# REQUIRED WORK:
Copy each line of the data below in which the word "paths" can be found.

Stored items
····················

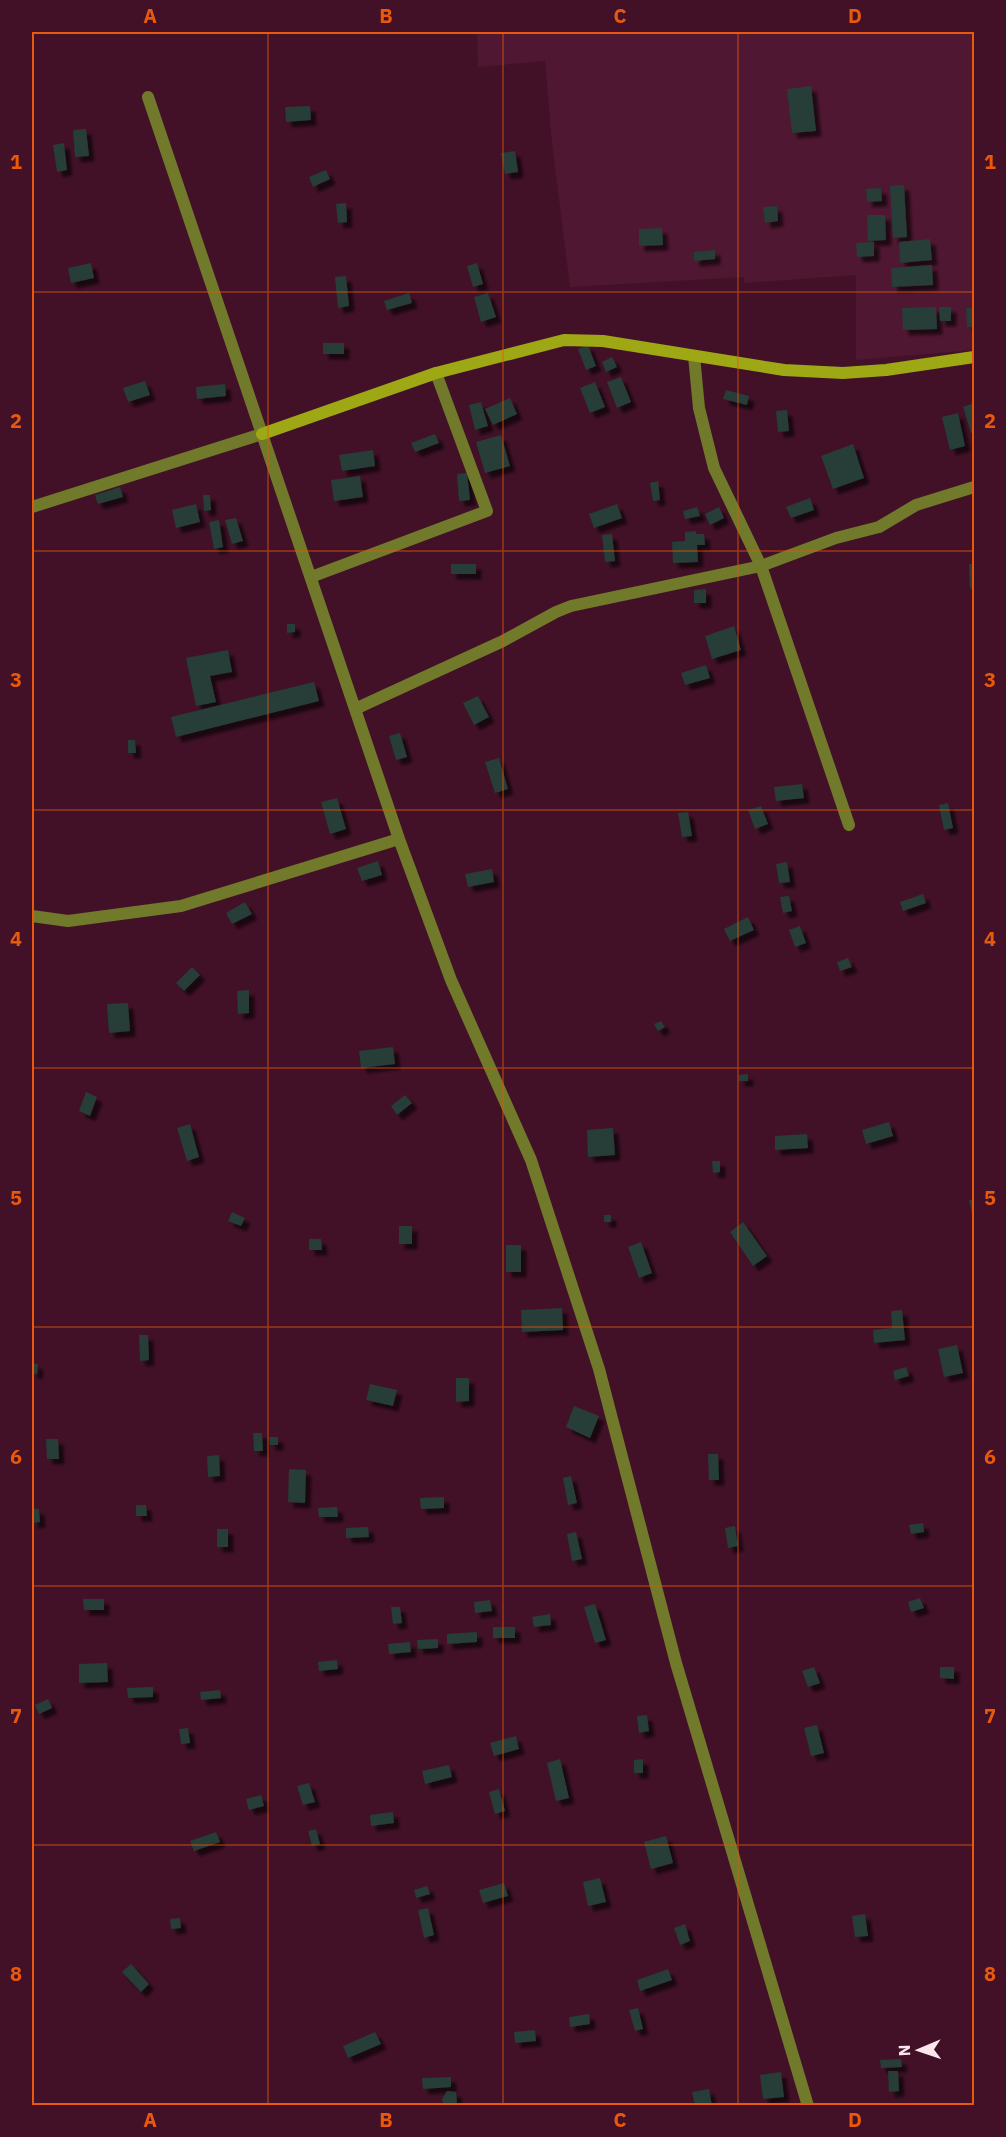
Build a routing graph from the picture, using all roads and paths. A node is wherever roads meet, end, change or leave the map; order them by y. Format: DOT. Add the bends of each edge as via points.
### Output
graph roads {
  1 [pos="148,97"];
  2 [pos="694,356"];
  3 [pos="975,357"];
  4 [pos="436,374"];
  5 [pos="262,434"];
  6 [pos="975,487"];
  7 [pos="32,507"];
  8 [pos="761,566"];
  9 [pos="310,577"];
  10 [pos="355,709"];
  11 [pos="849,825"];
  12 [pos="399,839"];
  13 [pos="32,916"];
  14 [pos="808,2106"];
  1 -- 5 [label="street"];
  2 -- 3 [label="street" via="784,370 843,373"];
  2 -- 4 [label="street" via="603,341 564,340"];
  2 -- 8 [label="street" via="699,408 714,468"];
  4 -- 5 [label="street"];
  4 -- 9 [label="street" via="487,511"];
  5 -- 7 [label="street"];
  5 -- 9 [label="street"];
  6 -- 8 [label="street" via="916,506 879,527 836,538"];
  8 -- 10 [label="street" via="571,606 503,642"];
  8 -- 11 [label="street"];
  9 -- 10 [label="street"];
  10 -- 12 [label="street"];
  12 -- 13 [label="street" via="181,906 68,921"];
  12 -- 14 [label="street" via="451,980 531,1160 599,1369 676,1663"];
}
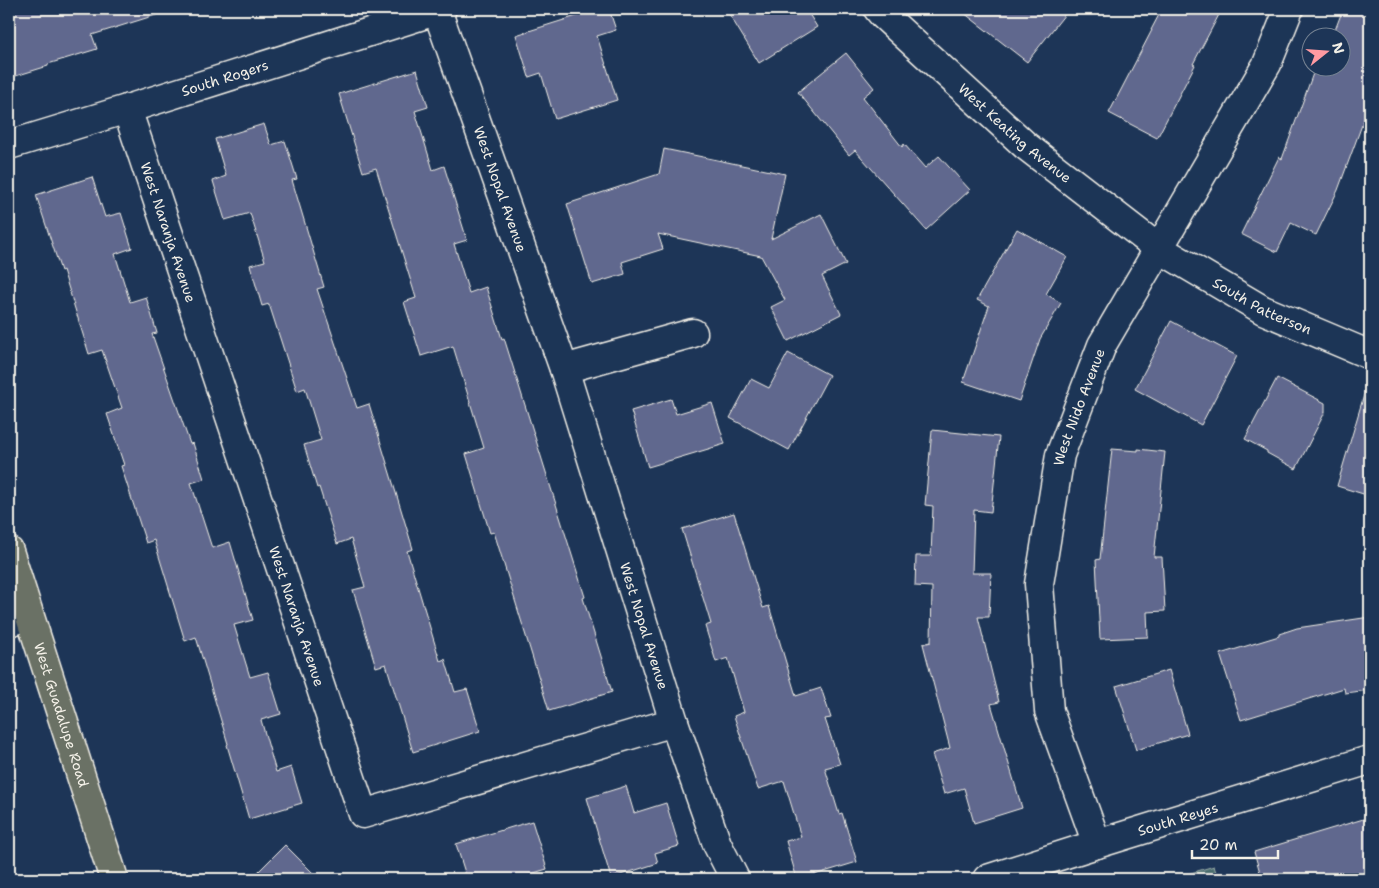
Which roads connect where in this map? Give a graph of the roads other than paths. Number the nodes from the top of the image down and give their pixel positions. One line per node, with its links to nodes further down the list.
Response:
1 (878, 9): 6 (street, West Keating Avenue)
2 (1289, 9): 6 (street, West Nido Avenue)
3 (440, 10): 4 (street, South Rogers); 9 (street, West Nopal Avenue)
4 (127, 109): 5 (street, South Rogers); 12 (street, West Naranja Avenue)
5 (9, 145)
6 (1158, 248): 8 (street, South Patterson); 14 (street, West Nido Avenue)
7 (693, 333): 9 (street)
8 (1370, 355)
9 (564, 369): 12 (street, West Nopal Avenue)
10 (9, 551): 11 (main road, West Guadalupe Road)
11 (19, 619): 15 (main road, West Guadalupe Road)
12 (674, 722): 16 (street, West Nopal Avenue)
13 (1370, 761): 14 (street, South Reyes)
14 (1097, 844): 17 (street, South Reyes)
15 (114, 879)
16 (735, 879)
17 (987, 879)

····················

# REPLY TO THE EXERCISE:
Build a routing graph from the picture, using all roads and paths. A node is wherever roads meet, end, change or leave the map; order them by y. Format: DOT. Add the bends of each edge as via points.
Which roads connect where in this map? Give a graph of the roads other than paths. Number the nodes from the top of the image down and give their pixel positions. One line per node, with its links to nodes further down the list.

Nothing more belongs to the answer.